Cea, 24 de agosto del 2024

Teresa:

Han pasado veintiún días desde la última vez que nos vimos en el “Concurso de Panadería 2024”. No recuerdo que hayamos dejado de vernos tantos días en todos los años que dura nuestra amistad. A los diez años no nos vimos durante tres días porque te dio sarampión. Logré escabullirme para llevarte los dulces arándanos de mi abuela. Tus favoritos. Y me dio sarampión, pero valió la pena. A los quince años, mi apendicitis no dejó que nos viéramos durante una semana, hasta que mi madre te convenció para que vinieras a verme. Llegaste con las manos vacías, pero yo guardaba para ti los arándanos. Hace tres semanas perdiste el privilegio de disfrutar las exquisitas bayas de mi abuela.
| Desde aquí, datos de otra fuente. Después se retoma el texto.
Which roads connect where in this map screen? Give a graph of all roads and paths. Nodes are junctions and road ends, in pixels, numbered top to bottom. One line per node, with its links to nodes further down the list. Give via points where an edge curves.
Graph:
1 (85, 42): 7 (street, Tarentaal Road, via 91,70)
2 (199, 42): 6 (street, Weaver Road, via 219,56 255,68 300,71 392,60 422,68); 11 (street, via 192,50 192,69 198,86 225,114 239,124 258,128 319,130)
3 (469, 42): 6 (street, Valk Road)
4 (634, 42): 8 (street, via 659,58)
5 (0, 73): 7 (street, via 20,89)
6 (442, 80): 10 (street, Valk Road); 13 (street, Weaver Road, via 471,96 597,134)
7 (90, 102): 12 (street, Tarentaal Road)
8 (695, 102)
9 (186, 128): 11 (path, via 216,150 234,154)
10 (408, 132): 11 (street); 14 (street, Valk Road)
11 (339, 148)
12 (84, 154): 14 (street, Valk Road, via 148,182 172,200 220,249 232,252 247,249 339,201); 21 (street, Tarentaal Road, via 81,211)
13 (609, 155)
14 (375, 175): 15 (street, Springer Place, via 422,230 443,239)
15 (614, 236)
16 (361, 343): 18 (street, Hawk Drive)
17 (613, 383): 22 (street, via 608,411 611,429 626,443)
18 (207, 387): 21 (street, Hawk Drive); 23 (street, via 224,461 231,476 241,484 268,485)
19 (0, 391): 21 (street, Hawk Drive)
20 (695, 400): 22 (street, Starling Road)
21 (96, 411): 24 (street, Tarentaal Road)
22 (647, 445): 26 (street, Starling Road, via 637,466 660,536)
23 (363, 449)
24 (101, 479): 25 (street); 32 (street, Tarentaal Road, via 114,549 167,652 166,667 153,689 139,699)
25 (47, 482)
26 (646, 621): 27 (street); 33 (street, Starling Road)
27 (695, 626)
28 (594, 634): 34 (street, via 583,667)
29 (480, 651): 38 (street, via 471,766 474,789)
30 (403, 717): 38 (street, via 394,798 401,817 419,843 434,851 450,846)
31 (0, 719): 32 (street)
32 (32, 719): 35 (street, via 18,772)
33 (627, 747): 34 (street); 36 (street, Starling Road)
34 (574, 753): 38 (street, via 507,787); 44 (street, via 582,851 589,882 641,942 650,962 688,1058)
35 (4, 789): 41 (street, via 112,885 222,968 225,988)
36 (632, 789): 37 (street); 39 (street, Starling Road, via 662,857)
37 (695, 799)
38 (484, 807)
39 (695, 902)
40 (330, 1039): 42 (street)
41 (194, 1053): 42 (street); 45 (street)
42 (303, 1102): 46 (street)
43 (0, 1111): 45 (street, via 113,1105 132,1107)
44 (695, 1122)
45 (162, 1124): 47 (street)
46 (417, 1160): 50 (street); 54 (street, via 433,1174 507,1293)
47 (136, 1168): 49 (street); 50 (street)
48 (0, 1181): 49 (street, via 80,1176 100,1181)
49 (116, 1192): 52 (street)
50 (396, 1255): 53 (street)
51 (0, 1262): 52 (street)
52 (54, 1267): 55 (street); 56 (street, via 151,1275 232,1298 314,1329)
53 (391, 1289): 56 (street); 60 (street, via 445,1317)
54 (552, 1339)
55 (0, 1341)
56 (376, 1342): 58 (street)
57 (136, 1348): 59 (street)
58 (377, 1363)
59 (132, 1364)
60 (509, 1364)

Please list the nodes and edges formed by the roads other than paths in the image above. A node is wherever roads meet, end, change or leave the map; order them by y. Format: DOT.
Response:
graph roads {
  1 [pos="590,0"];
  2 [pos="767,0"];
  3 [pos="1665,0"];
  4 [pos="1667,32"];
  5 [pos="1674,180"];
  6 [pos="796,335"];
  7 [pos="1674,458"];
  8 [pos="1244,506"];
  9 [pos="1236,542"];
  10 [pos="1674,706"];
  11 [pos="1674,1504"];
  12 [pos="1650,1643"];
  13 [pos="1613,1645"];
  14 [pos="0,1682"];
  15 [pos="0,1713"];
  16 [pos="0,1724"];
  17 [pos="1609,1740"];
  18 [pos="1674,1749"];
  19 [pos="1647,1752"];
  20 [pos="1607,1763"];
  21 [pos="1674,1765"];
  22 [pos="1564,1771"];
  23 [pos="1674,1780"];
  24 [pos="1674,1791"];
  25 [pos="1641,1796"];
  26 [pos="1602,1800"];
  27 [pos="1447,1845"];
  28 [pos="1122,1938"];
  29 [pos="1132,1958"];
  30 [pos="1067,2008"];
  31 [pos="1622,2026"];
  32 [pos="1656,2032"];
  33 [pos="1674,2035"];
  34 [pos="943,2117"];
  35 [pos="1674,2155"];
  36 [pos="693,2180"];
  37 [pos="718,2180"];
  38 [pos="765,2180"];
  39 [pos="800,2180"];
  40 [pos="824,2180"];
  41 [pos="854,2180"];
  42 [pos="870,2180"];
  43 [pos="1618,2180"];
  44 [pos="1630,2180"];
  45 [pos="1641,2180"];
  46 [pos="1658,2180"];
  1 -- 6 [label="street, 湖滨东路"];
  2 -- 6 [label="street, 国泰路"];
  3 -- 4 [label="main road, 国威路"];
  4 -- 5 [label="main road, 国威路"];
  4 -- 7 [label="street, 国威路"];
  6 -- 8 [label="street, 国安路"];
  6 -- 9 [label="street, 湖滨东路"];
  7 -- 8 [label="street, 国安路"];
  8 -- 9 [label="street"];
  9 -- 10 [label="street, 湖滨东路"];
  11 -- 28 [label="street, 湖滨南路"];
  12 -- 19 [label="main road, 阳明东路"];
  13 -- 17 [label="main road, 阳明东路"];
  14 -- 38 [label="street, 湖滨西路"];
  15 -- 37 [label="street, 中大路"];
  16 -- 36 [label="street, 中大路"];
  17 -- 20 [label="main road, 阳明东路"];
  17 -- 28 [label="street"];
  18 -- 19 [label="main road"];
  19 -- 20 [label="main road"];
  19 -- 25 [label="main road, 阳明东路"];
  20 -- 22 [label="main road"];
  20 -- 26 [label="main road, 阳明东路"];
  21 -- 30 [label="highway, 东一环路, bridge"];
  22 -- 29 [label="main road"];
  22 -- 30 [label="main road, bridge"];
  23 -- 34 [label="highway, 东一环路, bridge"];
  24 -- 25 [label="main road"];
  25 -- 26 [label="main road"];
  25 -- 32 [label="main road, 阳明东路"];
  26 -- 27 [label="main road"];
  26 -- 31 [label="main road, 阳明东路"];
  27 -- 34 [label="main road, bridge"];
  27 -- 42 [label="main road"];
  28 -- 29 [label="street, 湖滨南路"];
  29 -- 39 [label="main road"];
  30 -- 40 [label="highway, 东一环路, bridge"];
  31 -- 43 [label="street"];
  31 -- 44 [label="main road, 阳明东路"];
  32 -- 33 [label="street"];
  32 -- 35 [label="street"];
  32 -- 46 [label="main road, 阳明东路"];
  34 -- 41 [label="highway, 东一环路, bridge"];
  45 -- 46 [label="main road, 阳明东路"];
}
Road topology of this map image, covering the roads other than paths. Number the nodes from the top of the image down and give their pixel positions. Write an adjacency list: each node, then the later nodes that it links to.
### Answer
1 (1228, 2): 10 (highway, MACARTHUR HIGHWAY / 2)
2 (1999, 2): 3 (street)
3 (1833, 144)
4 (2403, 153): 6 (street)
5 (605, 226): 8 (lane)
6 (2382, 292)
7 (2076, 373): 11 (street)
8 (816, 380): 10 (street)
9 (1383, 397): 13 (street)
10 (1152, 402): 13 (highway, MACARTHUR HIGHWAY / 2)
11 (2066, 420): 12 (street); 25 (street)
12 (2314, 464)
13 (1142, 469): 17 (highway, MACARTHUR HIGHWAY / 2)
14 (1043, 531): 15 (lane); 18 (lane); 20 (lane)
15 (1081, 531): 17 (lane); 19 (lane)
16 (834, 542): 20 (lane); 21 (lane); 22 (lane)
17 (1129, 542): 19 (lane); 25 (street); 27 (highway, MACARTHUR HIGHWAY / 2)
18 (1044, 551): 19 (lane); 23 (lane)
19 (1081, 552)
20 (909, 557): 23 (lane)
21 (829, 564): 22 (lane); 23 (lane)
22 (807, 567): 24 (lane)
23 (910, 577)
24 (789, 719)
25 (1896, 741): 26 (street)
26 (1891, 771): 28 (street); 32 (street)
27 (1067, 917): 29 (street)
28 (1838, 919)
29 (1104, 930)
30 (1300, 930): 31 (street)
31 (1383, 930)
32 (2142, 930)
Hoy, antes de partir a París, me sentí obligada a comunicártelo, dado que la lentitud mental de la que has hecho alarde durante el concurso no te debe haber permitido llegar a esa conclusión por ti misma.

Imagina mi sorpresa y la de los jueces cuando te presentaste en el concurso con un pan con el mismo nombre que el mío: “Pan de arándanos, semillas de chía y un toque de dulzor”. Ni siquiera le cambiaste el nombre; los jueces lo hicieron por ti, quitando el “toque de dulzor”. Como si lo hubieran sabido. Debí decirles, pero entonces yo tampoco hubiera podido participar. ¿Robaste la receta antes de saber cuál era el premio o después? Una beca de un año en la mejor academia culinaria de París fue tu perdición, ¿verdad?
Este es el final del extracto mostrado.